Member of the Legislative Assembly of Upper Canada for Wentworth County
- In office 1834–1836 Serving with Jacob Rymal
- Preceded by: John Willson and Allan MacNab
- Succeeded by: Allan MacNab and Michael Aikman

Member of the Legislative Assembly of the Province of Canada for Wentworth
- In office 1841–1851
- Preceded by: New position
- Succeeded by: David Christie

Member of the Legislative Council of the Province of Canada for Burlington
- In office 1856–1864
- Succeeded by: H.B. Bull

Personal details
- Born: November 13, 1790
- Died: July 1, 1872 (aged 81)
- Spouse: Elizabeth Fillman
- Children: 4 sons, 3 daughters

= Harmannus Smith =

Politician in Upper Canada and Province of Canada

Harmannus Smith (November 13, 1790 - July 1, 1872) was a physician, farmer and political figure in Upper Canada and then the Province of Canada. He represented Wentworth County in the Legislative Assembly of Upper Canada from 1834 to 1836 as a Reformer and then in the Legislative Assembly of the Province of Canada from 1841 to 1851. He served a six-year term in the Legislative Council of the Province of Canada, from 1858 to 1864.

==Early life and family==
Smith was born in Louth Township, Upper Canada, the son of Joseph Smith, a United Empire Loyalist, and Anna Margaret House, the daughter of a United Empire Loyalist. He attended school in Niagara and then studied medicine with a Dr. Allen. Smith later served as a member of the Medical Board for Canada West.
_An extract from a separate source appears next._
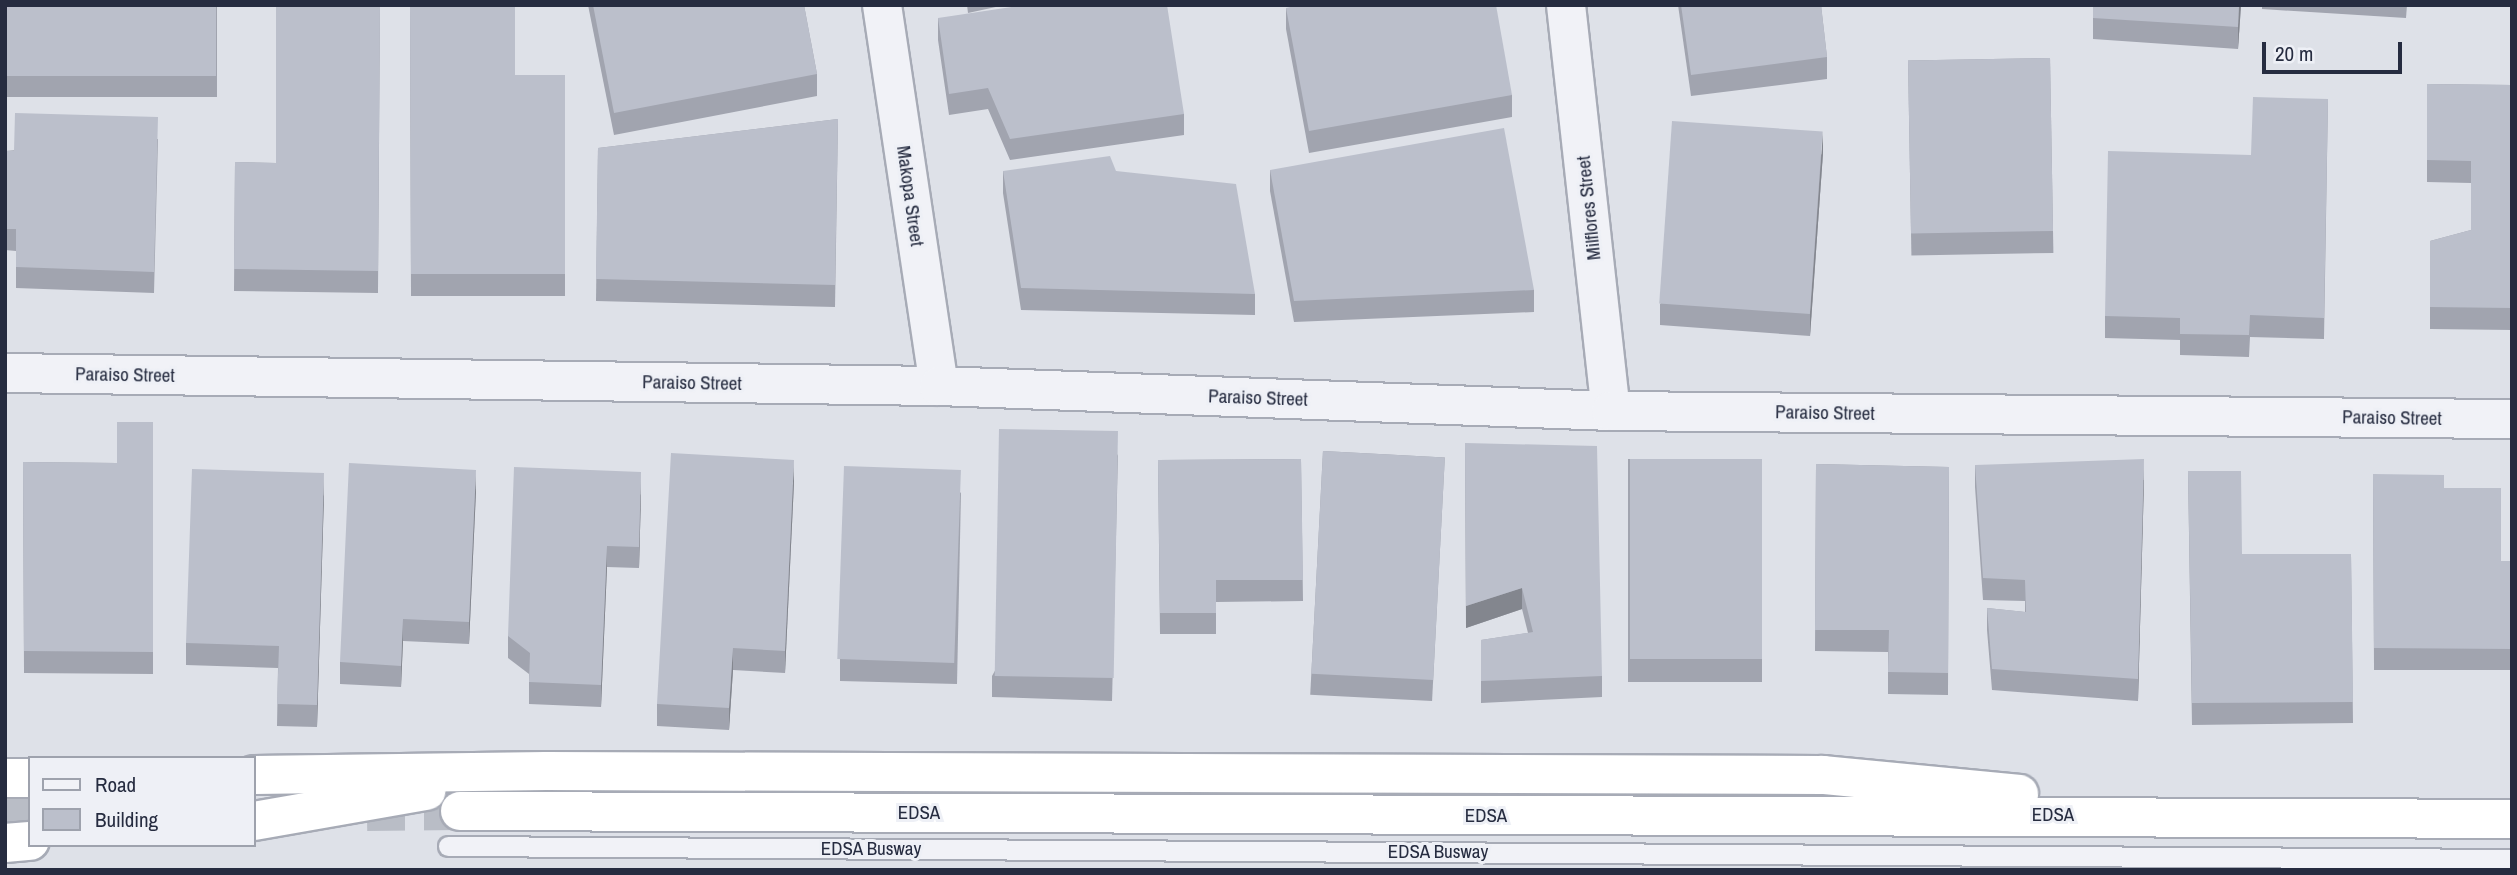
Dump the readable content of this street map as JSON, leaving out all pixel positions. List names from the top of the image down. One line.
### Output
{"streets":{"highway":["EDSA"],"street":["Makopa Street","Milflores Street","Paraiso Street"],"lane":["EDSA Busway"]},"crossings":[["Makopa Street","Paraiso Street"],["Milflores Street","Paraiso Street"],["EDSA","EDSA Busway"]],"legend":["Road","Building"],"scale_bar":"20 m"}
Smith served in the militia during the War of 1812 as a private and then assistant surgeon. He lived in Barton Township and Ancaster Township, both in Wentworth County. Smith married Elizabeth Fillman. The couple had seven children: four sons and three daughters.

==Political career==
Smith was first elected to the Legislative Assembly of Upper Canada in October 1834, for the 12th Parliament of Upper Canada. He and Jacob Rymal were the two members for Wentworth County.
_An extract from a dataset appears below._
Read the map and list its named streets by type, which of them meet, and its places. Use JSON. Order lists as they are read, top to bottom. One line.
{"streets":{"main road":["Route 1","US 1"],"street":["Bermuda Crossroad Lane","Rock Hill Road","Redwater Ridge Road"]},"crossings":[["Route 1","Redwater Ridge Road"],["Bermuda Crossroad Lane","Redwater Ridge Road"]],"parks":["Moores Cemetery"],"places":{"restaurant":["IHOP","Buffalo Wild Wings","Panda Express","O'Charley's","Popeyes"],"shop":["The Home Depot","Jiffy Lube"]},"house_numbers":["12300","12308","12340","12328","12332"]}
Following the election of 1834, the Legislative Assembly was dominated by reformers, who opposed the government of the Lieutenant Governor of Upper Canada, Sir Francis Bond Head, refusing to pass budget bills. As a result of the frequent clashes, Lieutenant Governor Head dissolved the 12th Parliament after only two annual sessions. In the resulting election, Smith and Rymal were defeated by Allan MacNab and Michael Aikman. Smith did not appear to have much acceptance among the provincial elite.

In 1841, the provinces of Lower Canada and Upper Canada were united into the Province of Canada by the Act of Union of 1840, passed by the British Parliament. The union of the provinces was in response to the Rebellions of 1837–1838. The separate parliaments of Lower Canada and Upper Canada were replaced by the new Parliament of the Province of Canada, composed of the Legislative Assembly and the Legislative Council.

Smith stood for election to the Legislative Assembly in the first general election in 1841. He was elected for the Wentworth electoral district, defeating Willson. He was re-elected in the elections of 1844 and 1848, defeating Aikman both times. He did not stand for election in 1851.

In the first Parliament, Smith supported the union and was generally a moderate Reformer. He initially supported the government of the Governor General, Lord Sydenham, but gradually came to support Robert Baldwin in his contests with subsequent governors-general over the principles of responsible government.

He was elected to the Legislative Council of the Province of Canada for Burlington in 1856, serving until 1864.